Public Participation Guide: Tools to Generate and Obtain Public Input

Tools to generate public input are techniques that you can use to obtain public input to the decision process. Through use of these tools you provide opportunities to members of the public to share information and express their opinions and perspectives for consideration in decision making. These tools take many forms and are applicable to all levels of public participation except Inform.

When selecting a tool, it’s important to match it to the participation situation and goal. Don’t always assume a public meeting is appropriate simply because that’s what you’re accustomed to doing. Rather, think carefully about the purpose of the participation event and select the tool based on that purpose and the attributes of your particular situation. A low-trust situation may call for an entirely different tool than one where trust is abundant. Similarly, the number of involved stakeholders or participants and where you are in the decision process will also influence your choice of tools.

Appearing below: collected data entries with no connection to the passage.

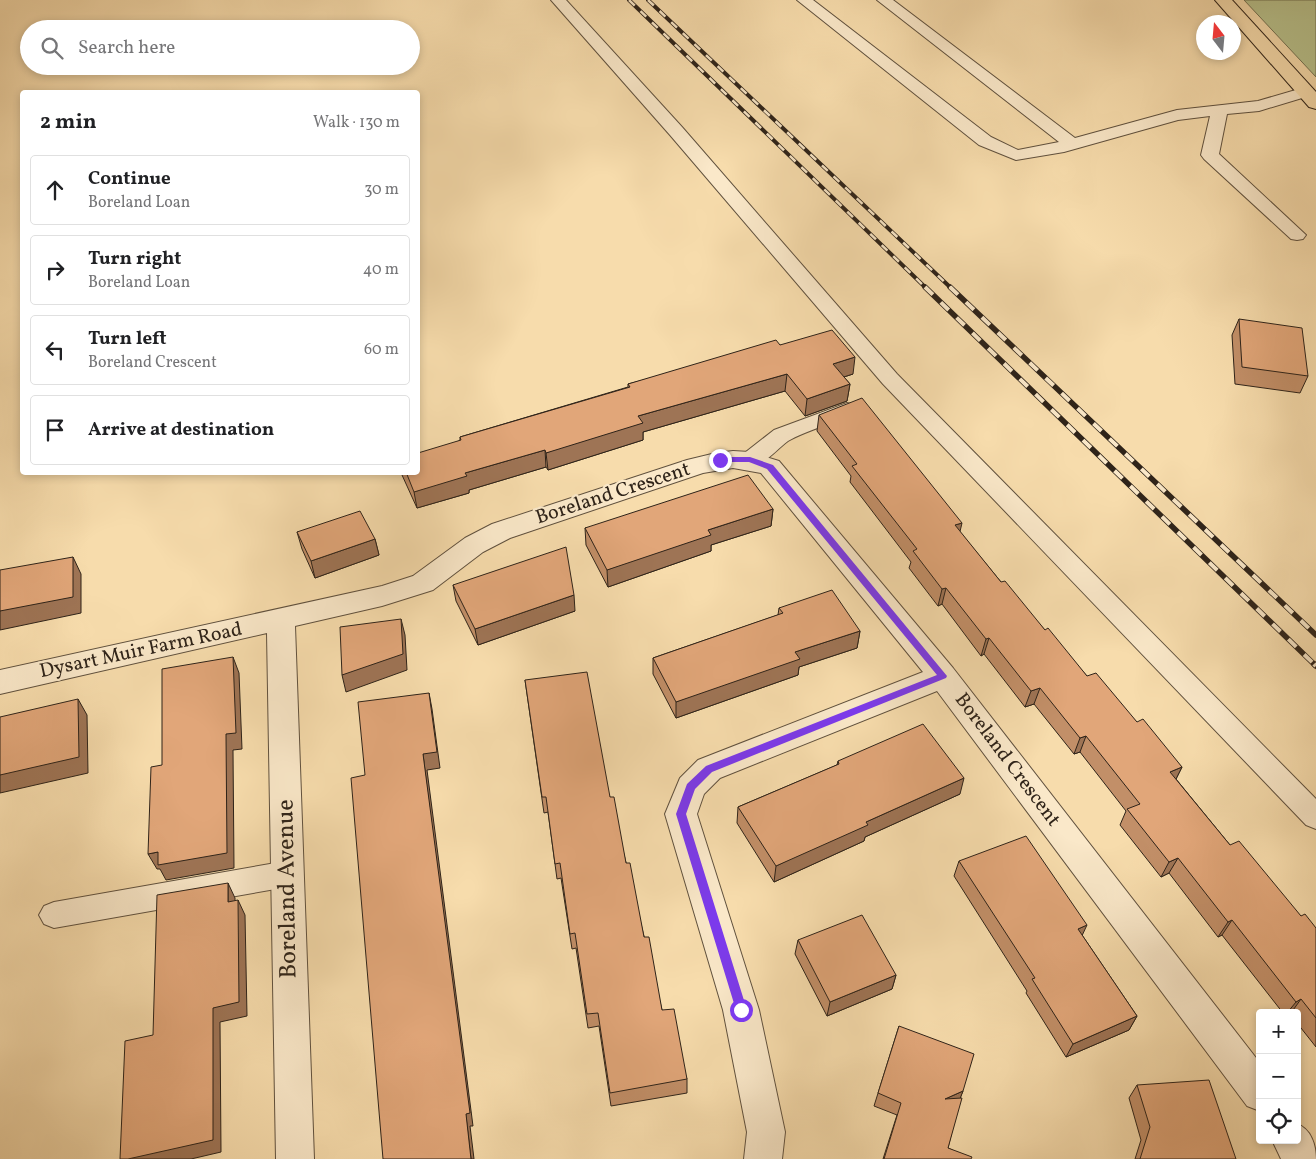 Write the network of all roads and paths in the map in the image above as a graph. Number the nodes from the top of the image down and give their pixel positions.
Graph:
1 (558, 0) edge
2 (804, 0) edge
3 (884, 0) edge
4 (1223, 0) edge
5 (1311, 97) edge
6 (1220, 110) junction
7 (1072, 144) junction
8 (1297, 235) dead end
9 (862, 404) edge
10 (750, 460) junction
11 (282, 620) junction
12 (943, 676) junction
13 (0, 682) edge
14 (1316, 817) edge
15 (287, 874) junction
16 (54, 915) dead end
17 (1256, 1088) edge
18 (1293, 1144) edge
19 (295, 1159) edge
20 (762, 1159) edge
21 (1302, 1159) edge

1 - 14 lane
2 - 7 lane
3 - 7 lane
4 - 5 main road
5 - 6 lane
6 - 7 lane
6 - 8 lane
9 - 10 lane
10 - 11 street, Boreland Crescent
10 - 12 street, Boreland Crescent
11 - 13 street, Dysart Muir Farm Road
11 - 15 street, Boreland Avenue
12 - 17 street, Boreland Crescent
12 - 20 street
15 - 16 lane
15 - 19 street, Boreland Avenue
18 - 21 street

In addition to considering your public participation goal and situation, one of the first questions you should think about when selecting a tool for obtaining input is whether you need to gather people together in-person to collect their input. You should consider having an in-person event or meeting if you answer yes to any of the following questions.

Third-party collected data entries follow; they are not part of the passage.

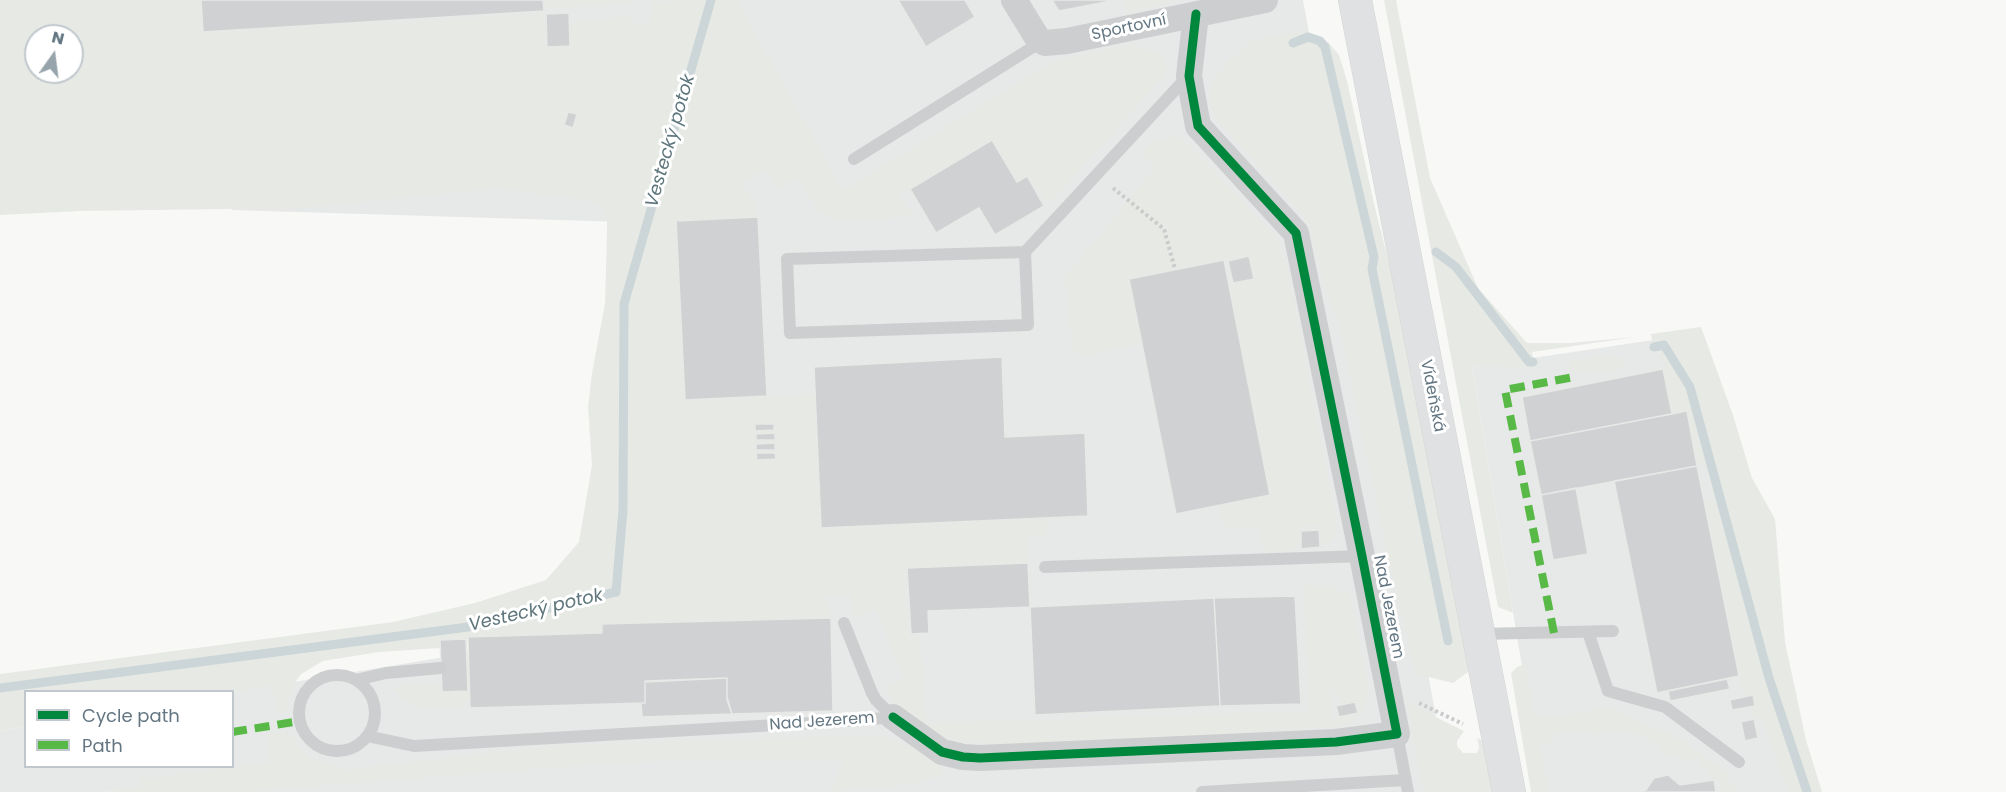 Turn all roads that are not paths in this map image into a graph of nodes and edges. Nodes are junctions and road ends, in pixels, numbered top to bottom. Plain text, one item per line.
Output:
1 (1014, 0) edge
2 (1264, 0) edge
3 (1355, 0) edge
4 (1196, 14) junction
5 (1041, 42) junction
6 (1189, 76) junction
7 (854, 159) dead end
8 (1025, 252) junction
9 (1362, 556) junction
10 (1045, 567) dead end
11 (844, 623) dead end
12 (1613, 631) dead end
13 (1588, 632) junction
14 (1479, 634) junction
15 (440, 668) dead end
16 (356, 680) junction
17 (892, 717) junction
18 (1397, 734) junction
19 (367, 736) junction
20 (1739, 762) dead end
21 (1406, 786) edge
22 (1202, 792) edge
23 (1509, 792) edge

1 - 5 street
2 - 4 street, Sportovní
3 - 14 main road, Vídeňská
4 - 5 street, Sportovní
4 - 6 street, Nad Jezerem
5 - 7 lane
6 - 8 lane
6 - 9 street, Nad Jezerem
8 - 8 lane
9 - 10 lane
9 - 18 street, Nad Jezerem
11 - 17 lane
12 - 13 lane
13 - 14 lane
13 - 20 lane
14 - 23 main road, Vídeňská
15 - 16 lane
16 - 19 lane
16 - 19 lane
17 - 18 street, Nad Jezerem
17 - 19 lane, Nad Jezerem
18 - 21 lane
21 - 22 lane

Participants in a Bangkok workshop provide input to improve public input on future projects.
  • Are you required to have some form of public meeting or hearing at this juncture of the decision process?
  • Do you need to present information to the public and be available to answer questions about, or receive comments on, the presentation?
  • Do stakeholders or members of the public need or want to hear or learn from other perspectives?
  • Do you need to build trust among stakeholders?
  • Do you want stakeholders to engage with you and one-another in problem-solving?
  • Are there marginalized parts of the community that may need additional outreach to ensure their opinions are heard?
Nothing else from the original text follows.